◆ WHAT IS EXPECTED
With the pictures left out, repeat every entry that follows exactly.

◆ DATA SUPPLIED
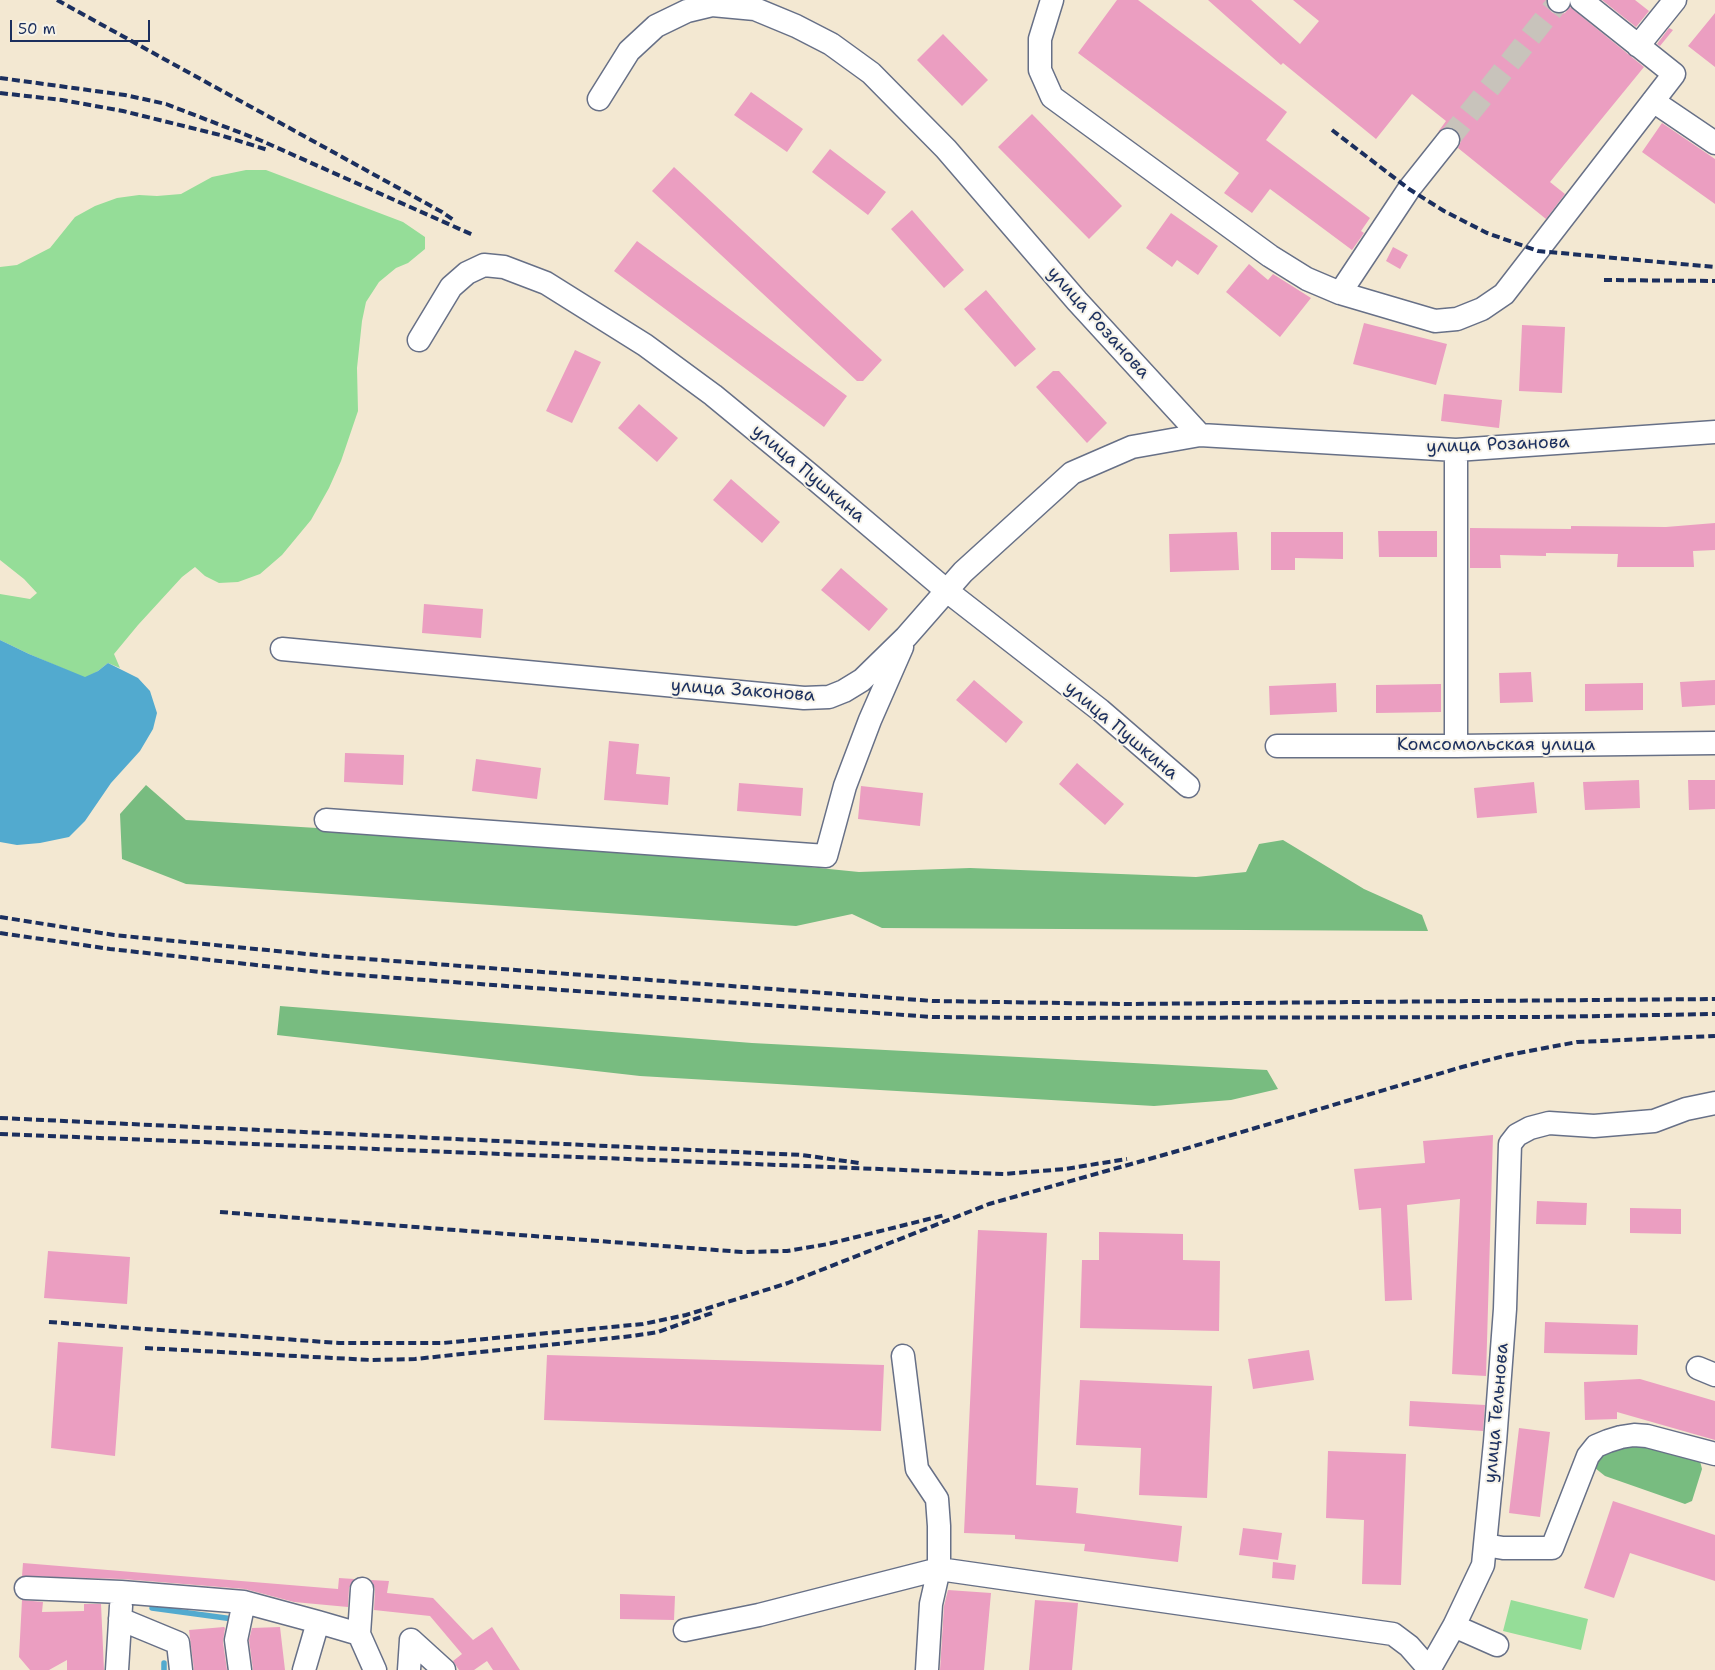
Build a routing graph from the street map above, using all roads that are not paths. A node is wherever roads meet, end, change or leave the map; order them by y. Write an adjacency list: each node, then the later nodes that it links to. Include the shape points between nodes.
1 (1052, 0): 10 (street, via 1040,39 1040,70 1052,96 1270,256 1307,279)
2 (1581, 0): 5 (street)
3 (1675, 0): 5 (street)
4 (711, 3): 6 (street, улица Розанова, via 656,26 629,51); 13 (street, улица Розанова, via 755,9 796,26 832,44 871,73 946,149 1077,301)
5 (1638, 46): 7 (street, via 1674,74)
6 (599, 99)
7 (1653, 101): 9 (street); 10 (street, via 1504,294 1482,309 1457,319 1435,321)
8 (1448, 140): 10 (street, via 1409,190)
9 (1715, 143)
10 (1340, 294)
11 (419, 340): 15 (street, улица Пушкина, via 452,287 484,265 504,267 546,283 645,345 713,395)
12 (1715, 432): 14 (street, улица Розанова)
13 (1200, 435): 14 (street, улица Розанова); 15 (street, улица Законова, via 1132,447 1072,473 963,572)
14 (1456, 450): 20 (street)
15 (947, 591): 16 (street, улица Законова); 21 (street, улица Пушкина, via 1100,710)
16 (906, 637): 17 (street, улица Законова, via 862,680 844,691 829,697 804,698); 22 (street, via 845,786 826,856)
17 (282, 649)
18 (1715, 743): 20 (street, Комсомольская улица)
19 (1277, 746): 20 (street, Комсомольская улица)
20 (1456, 746)
21 (1188, 786)
22 (326, 820)
23 (1715, 1103): 26 (street, улица Тельнова, via 1654,1121 1594,1126 1549,1123 1530,1128 1517,1135 1510,1144 1505,1309)
24 (903, 1356): 27 (street, via 917,1469 937,1499)
25 (1715, 1454): 26 (street, via 1647,1436 1634,1435 1608,1441 1596,1446 1588,1456 1552,1548)
26 (1485, 1545): 34 (street, улица Тельнова, via 1483,1565)
27 (938, 1569): 35 (street, via 760,1615); 45 (street, via 931,1604); 46 (street, via 1393,1634 1409,1646)
28 (26, 1588): 30 (street)
29 (362, 1589): 36 (street)
30 (121, 1592): 31 (street); 32 (street)
31 (244, 1602): 33 (street); 40 (street, via 236,1640)
32 (120, 1618): 38 (street); 39 (street, via 178,1642)
33 (318, 1622): 36 (street); 41 (street)
34 (1454, 1626): 37 (street); 46 (street, улица Тельнова)
35 (685, 1630)
36 (359, 1634): 42 (street)
37 (1496, 1645)
38 (117, 1670)
39 (182, 1670)
40 (240, 1670)
41 (304, 1670)
42 (375, 1670)
43 (409, 1670): 44 (street, via 411,1640)
44 (444, 1670)
45 (927, 1670)
46 (1430, 1670)

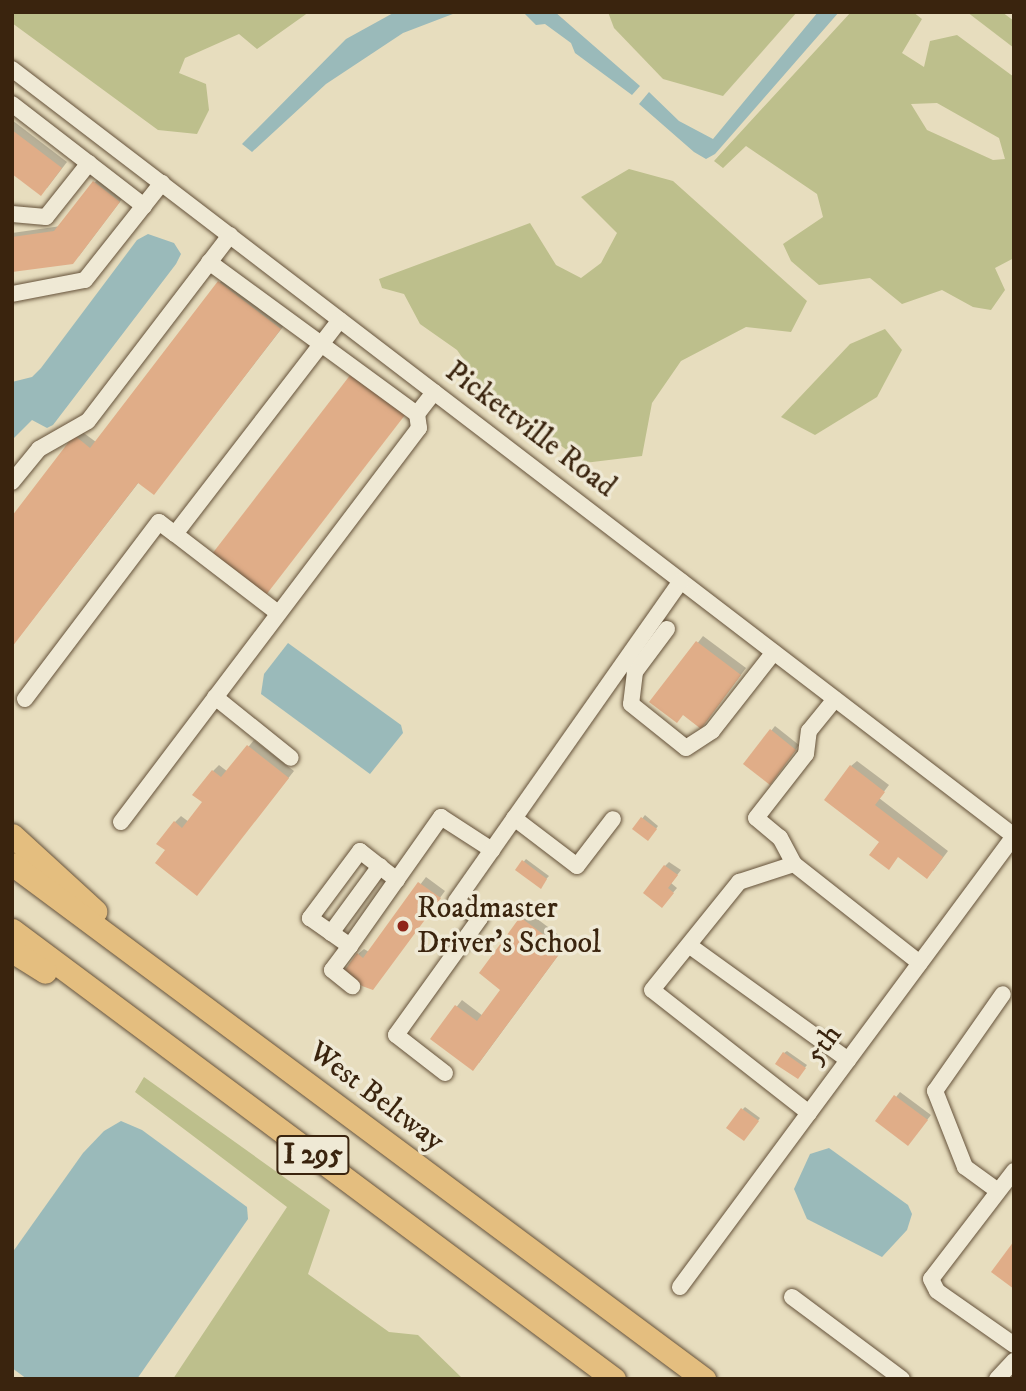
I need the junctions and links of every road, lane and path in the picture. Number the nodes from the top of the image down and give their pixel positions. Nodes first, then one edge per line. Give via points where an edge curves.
1 (12, 69) edge
2 (12, 104) edge
3 (89, 163) junction
4 (162, 183) junction
5 (144, 206) junction
6 (12, 214) edge
7 (230, 235) junction
8 (209, 262) junction
9 (12, 294) edge
10 (340, 320) junction
11 (322, 343) junction
12 (434, 392) junction
13 (417, 414) junction
14 (12, 482) edge
15 (176, 534) junction
16 (681, 581) junction
17 (278, 613) junction
18 (667, 629) dead end
19 (774, 652) junction
20 (215, 697) junction
21 (25, 699) dead end
22 (835, 699) junction
23 (291, 758) dead end
24 (514, 818) junction
25 (613, 819) dead end
26 (121, 822) dead end
27 (12, 835) edge
28 (1014, 836) edge
29 (492, 850) junction
30 (12, 864) edge
31 (794, 864) junction
32 (380, 866) junction
33 (397, 880) junction
34 (12, 930) edge
35 (331, 933) junction
36 (350, 946) junction
37 (690, 946) junction
38 (12, 951) edge
39 (920, 963) junction
40 (352, 986) dead end
41 (1003, 994) dead end
42 (199, 1004) junction
43 (848, 1060) junction
44 (200, 1072) junction
45 (445, 1073) dead end
46 (809, 1113) junction
47 (1014, 1171) edge
48 (998, 1191) junction
49 (680, 1287) dead end
50 (792, 1297) dead end
51 (1014, 1345) edge
52 (1014, 1361) edge
53 (614, 1379) edge
54 (704, 1379) edge
55 (902, 1379) edge
56 (998, 1379) edge

1 - 4 street, Pickettville Road
2 - 3 street
3 - 5 street
3 - 6 street via 46,217
4 - 5 street
4 - 7 street, Pickettville Road
5 - 9 street via 85,280
7 - 8 street
7 - 10 street, Pickettville Road
8 - 11 street via 302,333
8 - 14 street via 88,421 38,449
10 - 11 street
10 - 12 street, Pickettville Road
11 - 13 street
11 - 15 street
12 - 13 street
12 - 16 street, Pickettville Road
13 - 17 street via 419,428
15 - 17 street
15 - 21 street via 159,522
16 - 19 street, Pickettville Road
16 - 24 street
17 - 20 street
18 - 19 street via 635,672 631,704 686,748 712,730
19 - 22 street, Pickettville Road
20 - 23 street
20 - 26 street
22 - 28 street, Pickettville Road
22 - 31 street via 809,731 806,754 756,818 780,838
24 - 25 street via 577,866
24 - 29 street
27 - 42 highway
28 - 39 street, 5th
29 - 33 street via 441,817
29 - 45 street via 456,901 480,918 396,1035
30 - 42 highway, West Beltway / I 295
31 - 37 street via 739,882
31 - 39 street
32 - 33 street
32 - 35 street
32 - 35 street via 360,851 310,918
33 - 36 street
34 - 44 highway, I 295
35 - 36 street
36 - 40 street via 332,970
37 - 43 street
37 - 46 street via 653,990
38 - 44 highway via 147,1045
39 - 43 street, 5th
41 - 48 street via 935,1091 965,1167
42 - 54 highway, West Beltway / I 295
43 - 46 street, 5th
44 - 53 highway, I 295
46 - 49 street, 5th
47 - 48 street
48 - 51 street via 930,1279 937,1291
50 - 55 street
52 - 56 street

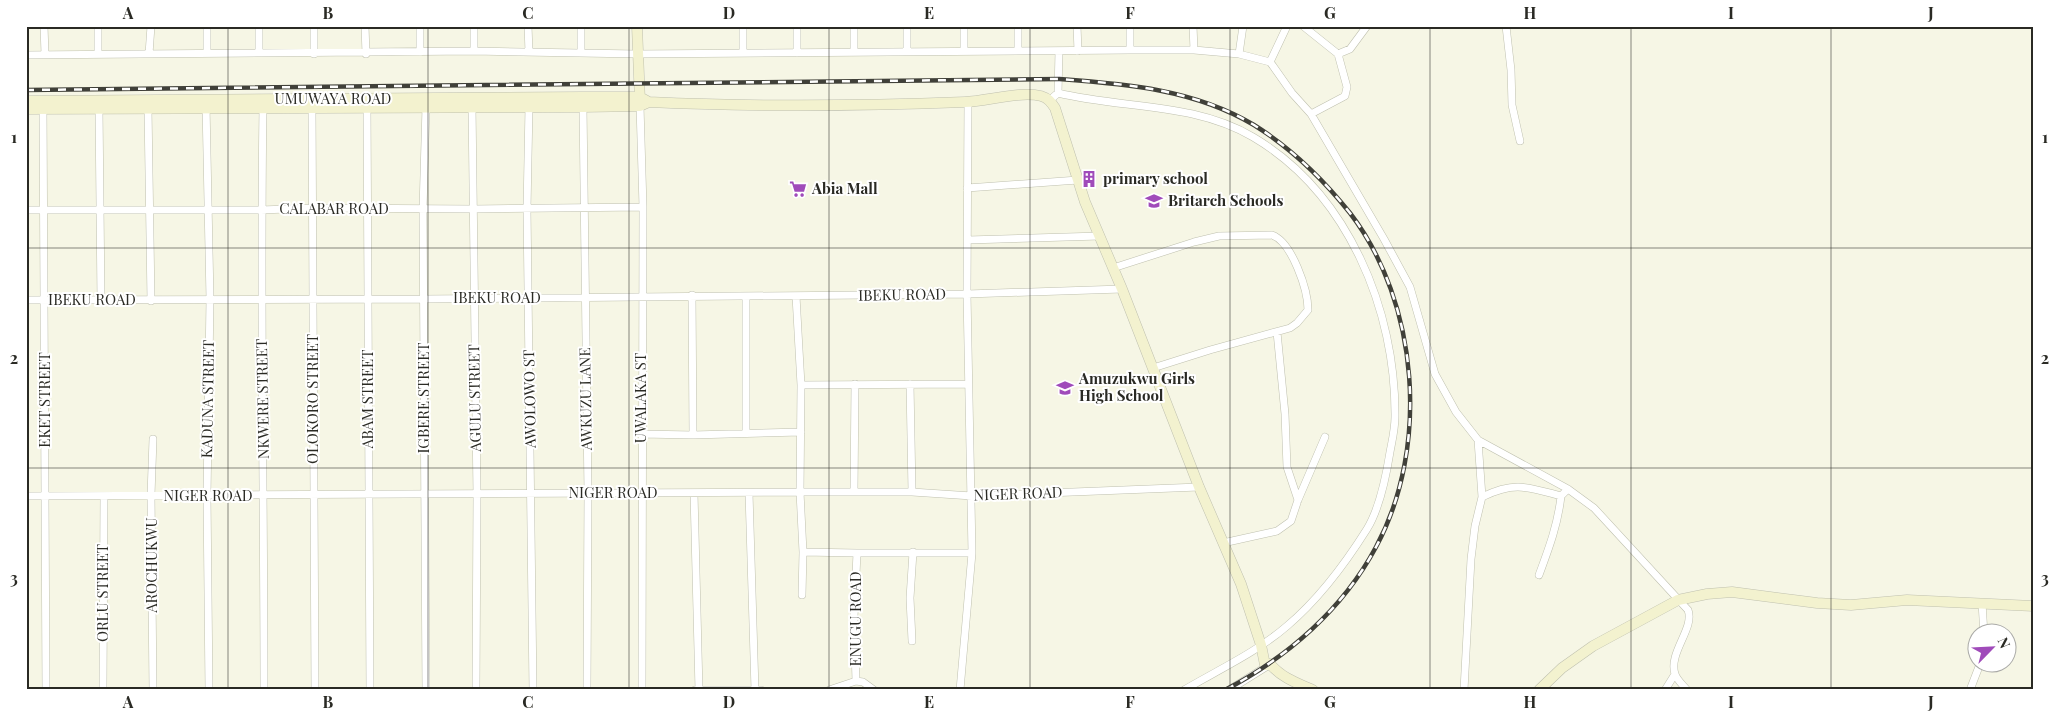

◆ SOLUTION FOR THIS PROBLEM
Build a routing graph from the street map above, using all roads that are not paths. A node is wherever roads meet, end, change or leave the map; order them by y. Write an adjacency list: each node, then the later nodes that it links to. Include the shape points between nodes.
1 (1052, 0): 10 (street, via 1040,39 1040,70 1052,96 1270,256 1307,279)
2 (1581, 0): 5 (street)
3 (1675, 0): 5 (street)
4 (711, 3): 6 (street, улица Розанова, via 656,26 629,51); 13 (street, улица Розанова, via 755,9 796,26 832,44 871,73 946,149 1077,301)
5 (1638, 46): 7 (street, via 1674,74)
6 (599, 99)
7 (1653, 101): 9 (street); 10 (street, via 1504,294 1482,309 1457,319 1435,321)
8 (1448, 140): 10 (street, via 1409,190)
9 (1715, 143)
10 (1340, 294)
11 (419, 340): 15 (street, улица Пушкина, via 452,287 484,265 504,267 546,283 645,345 713,395)
12 (1715, 432): 14 (street, улица Розанова)
13 (1200, 435): 14 (street, улица Розанова); 15 (street, улица Законова, via 1132,447 1072,473 963,572)
14 (1456, 450): 20 (street)
15 (947, 591): 16 (street, улица Законова); 21 (street, улица Пушкина, via 1100,710)
16 (906, 637): 17 (street, улица Законова, via 862,680 844,691 829,697 804,698); 22 (street, via 845,786 826,856)
17 (282, 649)
18 (1715, 743): 20 (street, Комсомольская улица)
19 (1277, 746): 20 (street, Комсомольская улица)
20 (1456, 746)
21 (1188, 786)
22 (326, 820)
23 (1715, 1103): 26 (street, улица Тельнова, via 1654,1121 1594,1126 1549,1123 1530,1128 1517,1135 1510,1144 1505,1309)
24 (903, 1356): 27 (street, via 917,1469 937,1499)
25 (1715, 1454): 26 (street, via 1647,1436 1634,1435 1608,1441 1596,1446 1588,1456 1552,1548)
26 (1485, 1545): 34 (street, улица Тельнова, via 1483,1565)
27 (938, 1569): 35 (street, via 760,1615); 45 (street, via 931,1604); 46 (street, via 1393,1634 1409,1646)
28 (26, 1588): 30 (street)
29 (362, 1589): 36 (street)
30 (121, 1592): 31 (street); 32 (street)
31 (244, 1602): 33 (street); 40 (street, via 236,1640)
32 (120, 1618): 38 (street); 39 (street, via 178,1642)
33 (318, 1622): 36 (street); 41 (street)
34 (1454, 1626): 37 (street); 46 (street, улица Тельнова)
35 (685, 1630)
36 (359, 1634): 42 (street)
37 (1496, 1645)
38 (117, 1670)
39 (182, 1670)
40 (240, 1670)
41 (304, 1670)
42 (375, 1670)
43 (409, 1670): 44 (street, via 411,1640)
44 (444, 1670)
45 (927, 1670)
46 (1430, 1670)

I need the junctions and links of every road, lane and path in the picture. Number the nodes from the top of the image down and give their pixel positions. Nodes first, then one edge per line. Give via points where an edge curves.
1 (12, 69) edge
2 (12, 104) edge
3 (89, 163) junction
4 (162, 183) junction
5 (144, 206) junction
6 (12, 214) edge
7 (230, 235) junction
8 (209, 262) junction
9 (12, 294) edge
10 (340, 320) junction
11 (322, 343) junction
12 (434, 392) junction
13 (417, 414) junction
14 (12, 482) edge
15 (176, 534) junction
16 (681, 581) junction
17 (278, 613) junction
18 (667, 629) dead end
19 (774, 652) junction
20 (215, 697) junction
21 (25, 699) dead end
22 (835, 699) junction
23 (291, 758) dead end
24 (514, 818) junction
25 (613, 819) dead end
26 (121, 822) dead end
27 (12, 835) edge
28 (1014, 836) edge
29 (492, 850) junction
30 (12, 864) edge
31 (794, 864) junction
32 (380, 866) junction
33 (397, 880) junction
34 (12, 930) edge
35 (331, 933) junction
36 (350, 946) junction
37 (690, 946) junction
38 (12, 951) edge
39 (920, 963) junction
40 (352, 986) dead end
41 (1003, 994) dead end
42 (199, 1004) junction
43 (848, 1060) junction
44 (200, 1072) junction
45 (445, 1073) dead end
46 (809, 1113) junction
47 (1014, 1171) edge
48 (998, 1191) junction
49 (680, 1287) dead end
50 (792, 1297) dead end
51 (1014, 1345) edge
52 (1014, 1361) edge
53 (614, 1379) edge
54 (704, 1379) edge
55 (902, 1379) edge
56 (998, 1379) edge

1 - 4 street, Pickettville Road
2 - 3 street
3 - 5 street
3 - 6 street via 46,217
4 - 5 street
4 - 7 street, Pickettville Road
5 - 9 street via 85,280
7 - 8 street
7 - 10 street, Pickettville Road
8 - 11 street via 302,333
8 - 14 street via 88,421 38,449
10 - 11 street
10 - 12 street, Pickettville Road
11 - 13 street
11 - 15 street
12 - 13 street
12 - 16 street, Pickettville Road
13 - 17 street via 419,428
15 - 17 street
15 - 21 street via 159,522
16 - 19 street, Pickettville Road
16 - 24 street
17 - 20 street
18 - 19 street via 635,672 631,704 686,748 712,730
19 - 22 street, Pickettville Road
20 - 23 street
20 - 26 street
22 - 28 street, Pickettville Road
22 - 31 street via 809,731 806,754 756,818 780,838
24 - 25 street via 577,866
24 - 29 street
27 - 42 highway
28 - 39 street, 5th
29 - 33 street via 441,817
29 - 45 street via 456,901 480,918 396,1035
30 - 42 highway, West Beltway / I 295
31 - 37 street via 739,882
31 - 39 street
32 - 33 street
32 - 35 street
32 - 35 street via 360,851 310,918
33 - 36 street
34 - 44 highway, I 295
35 - 36 street
36 - 40 street via 332,970
37 - 43 street
37 - 46 street via 653,990
38 - 44 highway via 147,1045
39 - 43 street, 5th
41 - 48 street via 935,1091 965,1167
42 - 54 highway, West Beltway / I 295
43 - 46 street, 5th
44 - 53 highway, I 295
46 - 49 street, 5th
47 - 48 street
48 - 51 street via 930,1279 937,1291
50 - 55 street
52 - 56 street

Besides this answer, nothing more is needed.